• _Task brief_: Look down the entries below and report how many lines hold the string "yChannelSelector"; write nothing else.

• _Provided information_:

::::::

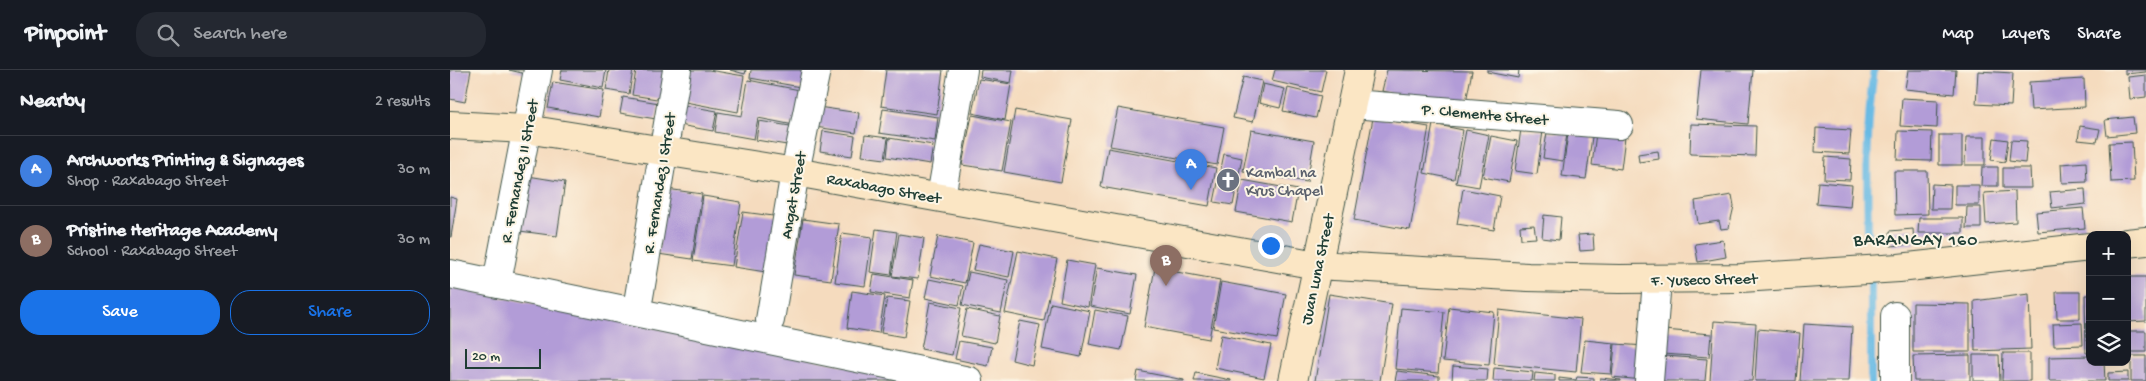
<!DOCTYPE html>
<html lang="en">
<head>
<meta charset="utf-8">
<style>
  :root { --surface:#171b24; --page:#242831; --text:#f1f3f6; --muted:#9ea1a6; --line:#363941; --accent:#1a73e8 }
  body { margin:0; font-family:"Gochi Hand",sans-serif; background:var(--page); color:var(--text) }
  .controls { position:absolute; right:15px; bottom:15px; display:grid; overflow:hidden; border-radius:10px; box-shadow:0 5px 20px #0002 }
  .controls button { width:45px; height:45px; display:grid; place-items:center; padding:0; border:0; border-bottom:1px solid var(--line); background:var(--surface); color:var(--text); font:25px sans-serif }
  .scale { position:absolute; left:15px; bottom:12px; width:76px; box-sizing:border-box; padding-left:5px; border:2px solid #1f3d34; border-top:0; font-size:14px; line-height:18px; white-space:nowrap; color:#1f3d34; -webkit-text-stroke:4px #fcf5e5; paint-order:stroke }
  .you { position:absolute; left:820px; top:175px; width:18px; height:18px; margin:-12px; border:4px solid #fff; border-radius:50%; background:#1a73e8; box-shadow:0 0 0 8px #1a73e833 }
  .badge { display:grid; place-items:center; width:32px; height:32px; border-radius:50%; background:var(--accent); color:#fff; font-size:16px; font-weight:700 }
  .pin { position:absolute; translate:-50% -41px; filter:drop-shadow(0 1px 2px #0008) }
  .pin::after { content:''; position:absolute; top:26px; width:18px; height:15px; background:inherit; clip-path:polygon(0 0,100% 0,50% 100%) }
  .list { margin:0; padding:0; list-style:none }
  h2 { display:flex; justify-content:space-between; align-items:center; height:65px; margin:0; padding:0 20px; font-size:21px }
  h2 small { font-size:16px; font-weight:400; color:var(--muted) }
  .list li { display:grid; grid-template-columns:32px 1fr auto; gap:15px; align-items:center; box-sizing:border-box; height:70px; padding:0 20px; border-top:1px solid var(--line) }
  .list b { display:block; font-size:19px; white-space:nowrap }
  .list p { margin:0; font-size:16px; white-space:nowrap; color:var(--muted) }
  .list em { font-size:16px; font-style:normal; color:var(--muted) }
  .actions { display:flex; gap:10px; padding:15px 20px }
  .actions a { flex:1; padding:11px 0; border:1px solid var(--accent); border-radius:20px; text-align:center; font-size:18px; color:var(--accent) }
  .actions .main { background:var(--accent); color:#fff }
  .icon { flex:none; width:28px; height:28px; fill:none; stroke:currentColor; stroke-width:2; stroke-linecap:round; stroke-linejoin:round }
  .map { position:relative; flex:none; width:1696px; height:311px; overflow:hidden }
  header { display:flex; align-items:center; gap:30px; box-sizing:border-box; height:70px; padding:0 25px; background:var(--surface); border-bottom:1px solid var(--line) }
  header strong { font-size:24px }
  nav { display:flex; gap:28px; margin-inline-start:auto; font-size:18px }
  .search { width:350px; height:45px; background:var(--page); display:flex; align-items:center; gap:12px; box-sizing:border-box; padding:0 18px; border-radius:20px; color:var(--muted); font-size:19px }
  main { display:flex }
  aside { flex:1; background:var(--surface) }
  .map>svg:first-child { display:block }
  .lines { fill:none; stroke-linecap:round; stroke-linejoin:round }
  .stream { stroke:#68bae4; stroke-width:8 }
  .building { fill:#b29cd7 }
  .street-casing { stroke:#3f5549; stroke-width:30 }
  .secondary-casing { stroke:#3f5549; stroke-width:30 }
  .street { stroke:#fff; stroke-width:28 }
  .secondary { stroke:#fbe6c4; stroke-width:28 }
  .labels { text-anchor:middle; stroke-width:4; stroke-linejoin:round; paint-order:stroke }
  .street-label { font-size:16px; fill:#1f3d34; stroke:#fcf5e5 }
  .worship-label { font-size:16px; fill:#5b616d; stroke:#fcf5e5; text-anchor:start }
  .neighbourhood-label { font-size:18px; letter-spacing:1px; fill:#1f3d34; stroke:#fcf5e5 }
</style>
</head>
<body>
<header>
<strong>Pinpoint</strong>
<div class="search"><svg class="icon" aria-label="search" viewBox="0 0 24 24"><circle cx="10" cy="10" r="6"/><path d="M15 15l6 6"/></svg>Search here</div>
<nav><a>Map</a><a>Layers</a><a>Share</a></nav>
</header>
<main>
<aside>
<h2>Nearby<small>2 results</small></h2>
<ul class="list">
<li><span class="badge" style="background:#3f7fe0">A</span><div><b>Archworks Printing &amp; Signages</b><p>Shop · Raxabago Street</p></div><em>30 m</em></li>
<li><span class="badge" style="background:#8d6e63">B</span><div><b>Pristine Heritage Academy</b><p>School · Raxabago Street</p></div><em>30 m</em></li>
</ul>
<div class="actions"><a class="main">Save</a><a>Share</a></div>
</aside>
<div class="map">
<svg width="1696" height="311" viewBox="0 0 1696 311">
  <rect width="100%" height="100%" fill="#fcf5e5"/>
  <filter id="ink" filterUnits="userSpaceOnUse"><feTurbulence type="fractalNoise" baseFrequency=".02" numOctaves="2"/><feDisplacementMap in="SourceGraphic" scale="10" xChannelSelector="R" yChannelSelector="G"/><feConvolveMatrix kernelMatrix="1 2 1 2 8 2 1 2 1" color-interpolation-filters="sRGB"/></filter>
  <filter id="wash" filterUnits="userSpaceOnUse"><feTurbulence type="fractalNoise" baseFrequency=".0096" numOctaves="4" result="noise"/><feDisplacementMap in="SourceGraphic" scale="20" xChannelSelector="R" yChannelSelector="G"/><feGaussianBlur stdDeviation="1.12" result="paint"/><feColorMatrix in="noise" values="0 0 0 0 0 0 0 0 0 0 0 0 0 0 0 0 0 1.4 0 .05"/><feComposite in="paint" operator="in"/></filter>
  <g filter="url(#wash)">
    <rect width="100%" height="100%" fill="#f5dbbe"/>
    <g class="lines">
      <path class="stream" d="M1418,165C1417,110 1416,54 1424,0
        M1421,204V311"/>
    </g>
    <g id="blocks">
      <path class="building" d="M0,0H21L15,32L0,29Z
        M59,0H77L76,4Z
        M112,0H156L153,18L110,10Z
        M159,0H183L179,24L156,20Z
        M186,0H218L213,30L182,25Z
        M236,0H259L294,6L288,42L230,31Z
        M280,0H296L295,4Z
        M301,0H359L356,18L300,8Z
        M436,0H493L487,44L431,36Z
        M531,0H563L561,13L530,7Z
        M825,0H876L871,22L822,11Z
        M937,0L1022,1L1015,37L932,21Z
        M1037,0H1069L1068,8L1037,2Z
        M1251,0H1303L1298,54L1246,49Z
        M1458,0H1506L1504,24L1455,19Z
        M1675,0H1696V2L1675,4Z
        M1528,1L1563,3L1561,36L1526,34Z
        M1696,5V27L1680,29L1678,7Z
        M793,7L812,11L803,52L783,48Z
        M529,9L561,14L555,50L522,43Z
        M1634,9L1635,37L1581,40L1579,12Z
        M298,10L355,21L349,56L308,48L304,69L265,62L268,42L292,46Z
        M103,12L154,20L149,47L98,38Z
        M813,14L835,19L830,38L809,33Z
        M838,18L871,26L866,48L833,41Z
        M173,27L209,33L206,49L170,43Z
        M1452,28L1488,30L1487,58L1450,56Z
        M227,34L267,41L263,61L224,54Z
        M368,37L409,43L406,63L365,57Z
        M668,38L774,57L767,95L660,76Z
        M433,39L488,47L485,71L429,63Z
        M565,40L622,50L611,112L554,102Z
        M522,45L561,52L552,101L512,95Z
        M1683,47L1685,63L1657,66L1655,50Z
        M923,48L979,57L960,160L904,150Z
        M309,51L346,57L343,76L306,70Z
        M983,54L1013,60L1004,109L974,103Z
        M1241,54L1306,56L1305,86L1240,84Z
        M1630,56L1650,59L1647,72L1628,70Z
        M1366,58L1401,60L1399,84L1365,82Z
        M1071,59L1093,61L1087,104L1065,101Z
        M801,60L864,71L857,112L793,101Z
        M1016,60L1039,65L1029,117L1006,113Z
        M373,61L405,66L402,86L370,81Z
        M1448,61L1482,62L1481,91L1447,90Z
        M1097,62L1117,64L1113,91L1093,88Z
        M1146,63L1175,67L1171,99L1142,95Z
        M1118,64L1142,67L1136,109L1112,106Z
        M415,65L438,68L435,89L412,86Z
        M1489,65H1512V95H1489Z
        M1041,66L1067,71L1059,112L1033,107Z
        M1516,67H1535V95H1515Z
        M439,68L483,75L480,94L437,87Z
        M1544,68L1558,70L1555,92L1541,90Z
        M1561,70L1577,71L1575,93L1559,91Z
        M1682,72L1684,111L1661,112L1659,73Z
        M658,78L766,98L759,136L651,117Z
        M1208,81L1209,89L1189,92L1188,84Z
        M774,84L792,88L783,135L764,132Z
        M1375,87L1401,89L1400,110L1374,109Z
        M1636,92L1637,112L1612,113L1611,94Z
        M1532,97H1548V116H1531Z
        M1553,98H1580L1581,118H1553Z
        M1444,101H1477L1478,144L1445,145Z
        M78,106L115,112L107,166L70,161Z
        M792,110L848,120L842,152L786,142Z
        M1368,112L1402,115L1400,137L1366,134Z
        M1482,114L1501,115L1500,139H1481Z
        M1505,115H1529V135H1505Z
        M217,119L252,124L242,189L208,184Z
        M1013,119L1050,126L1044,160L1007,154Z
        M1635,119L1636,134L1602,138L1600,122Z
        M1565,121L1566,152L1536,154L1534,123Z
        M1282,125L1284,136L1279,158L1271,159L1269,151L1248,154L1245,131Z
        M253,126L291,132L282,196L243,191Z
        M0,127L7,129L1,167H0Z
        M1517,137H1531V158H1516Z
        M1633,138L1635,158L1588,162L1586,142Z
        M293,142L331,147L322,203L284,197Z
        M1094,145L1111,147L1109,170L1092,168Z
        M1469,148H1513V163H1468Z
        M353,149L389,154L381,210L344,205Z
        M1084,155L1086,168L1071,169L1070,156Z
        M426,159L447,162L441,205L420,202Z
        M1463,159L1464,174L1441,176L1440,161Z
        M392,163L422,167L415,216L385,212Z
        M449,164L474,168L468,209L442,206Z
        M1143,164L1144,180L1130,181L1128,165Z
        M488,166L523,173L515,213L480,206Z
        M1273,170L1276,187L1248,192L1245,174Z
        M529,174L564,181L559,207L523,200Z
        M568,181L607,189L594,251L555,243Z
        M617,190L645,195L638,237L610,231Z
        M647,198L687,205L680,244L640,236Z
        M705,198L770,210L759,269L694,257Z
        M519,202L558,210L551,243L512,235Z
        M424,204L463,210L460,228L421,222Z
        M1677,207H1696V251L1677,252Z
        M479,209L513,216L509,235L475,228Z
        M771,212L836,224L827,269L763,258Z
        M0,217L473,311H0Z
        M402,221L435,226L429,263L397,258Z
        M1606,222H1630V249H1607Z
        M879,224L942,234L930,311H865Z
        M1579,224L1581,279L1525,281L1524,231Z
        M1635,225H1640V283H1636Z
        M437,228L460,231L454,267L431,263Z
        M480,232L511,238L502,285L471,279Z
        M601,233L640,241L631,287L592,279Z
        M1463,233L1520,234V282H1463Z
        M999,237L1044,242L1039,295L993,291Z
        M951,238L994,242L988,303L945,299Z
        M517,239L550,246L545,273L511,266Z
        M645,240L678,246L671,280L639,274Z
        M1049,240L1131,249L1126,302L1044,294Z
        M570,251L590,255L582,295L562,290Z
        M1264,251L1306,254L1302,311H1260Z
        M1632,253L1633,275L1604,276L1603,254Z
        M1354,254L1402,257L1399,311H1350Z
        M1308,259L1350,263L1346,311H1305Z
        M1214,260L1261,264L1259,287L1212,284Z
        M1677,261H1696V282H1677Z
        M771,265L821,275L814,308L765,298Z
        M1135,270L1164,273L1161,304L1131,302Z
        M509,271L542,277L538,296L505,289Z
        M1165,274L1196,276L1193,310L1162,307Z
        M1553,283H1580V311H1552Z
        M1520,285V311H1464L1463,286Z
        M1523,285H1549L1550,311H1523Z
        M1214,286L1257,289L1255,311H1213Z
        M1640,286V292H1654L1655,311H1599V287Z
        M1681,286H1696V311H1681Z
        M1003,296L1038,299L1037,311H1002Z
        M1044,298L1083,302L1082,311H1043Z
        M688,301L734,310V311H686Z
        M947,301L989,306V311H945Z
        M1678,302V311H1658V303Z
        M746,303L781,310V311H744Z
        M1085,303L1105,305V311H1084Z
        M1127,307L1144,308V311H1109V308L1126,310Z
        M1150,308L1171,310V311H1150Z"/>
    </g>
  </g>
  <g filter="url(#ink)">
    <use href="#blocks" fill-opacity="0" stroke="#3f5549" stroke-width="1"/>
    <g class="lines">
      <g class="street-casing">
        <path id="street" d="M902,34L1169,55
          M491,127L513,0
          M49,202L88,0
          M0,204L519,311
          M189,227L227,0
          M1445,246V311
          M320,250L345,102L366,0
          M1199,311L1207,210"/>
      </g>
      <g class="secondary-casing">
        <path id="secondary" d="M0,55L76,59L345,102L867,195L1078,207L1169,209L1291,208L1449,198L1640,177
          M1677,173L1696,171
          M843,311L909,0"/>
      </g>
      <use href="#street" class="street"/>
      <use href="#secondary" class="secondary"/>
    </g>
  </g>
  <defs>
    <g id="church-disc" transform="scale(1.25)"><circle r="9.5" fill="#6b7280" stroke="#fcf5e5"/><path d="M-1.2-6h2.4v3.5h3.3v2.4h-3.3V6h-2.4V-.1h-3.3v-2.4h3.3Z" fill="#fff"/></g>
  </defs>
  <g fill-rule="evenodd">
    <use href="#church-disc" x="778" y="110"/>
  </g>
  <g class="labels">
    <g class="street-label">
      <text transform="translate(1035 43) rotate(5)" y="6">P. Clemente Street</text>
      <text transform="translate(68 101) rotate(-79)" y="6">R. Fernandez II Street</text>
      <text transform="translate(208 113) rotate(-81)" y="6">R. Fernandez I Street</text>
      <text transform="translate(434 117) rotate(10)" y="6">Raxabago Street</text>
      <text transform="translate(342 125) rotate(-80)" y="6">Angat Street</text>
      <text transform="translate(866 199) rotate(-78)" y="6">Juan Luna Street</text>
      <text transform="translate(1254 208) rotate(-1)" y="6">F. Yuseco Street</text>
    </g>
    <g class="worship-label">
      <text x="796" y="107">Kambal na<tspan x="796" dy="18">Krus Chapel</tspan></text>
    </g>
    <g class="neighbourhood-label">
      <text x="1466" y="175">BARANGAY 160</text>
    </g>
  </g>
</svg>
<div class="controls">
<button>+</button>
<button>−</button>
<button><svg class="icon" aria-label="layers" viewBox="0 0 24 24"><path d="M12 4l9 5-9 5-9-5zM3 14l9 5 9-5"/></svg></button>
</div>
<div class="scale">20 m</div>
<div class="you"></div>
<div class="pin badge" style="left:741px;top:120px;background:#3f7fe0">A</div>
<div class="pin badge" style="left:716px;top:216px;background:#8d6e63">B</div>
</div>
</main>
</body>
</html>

::::::

• _Problem solution_: 2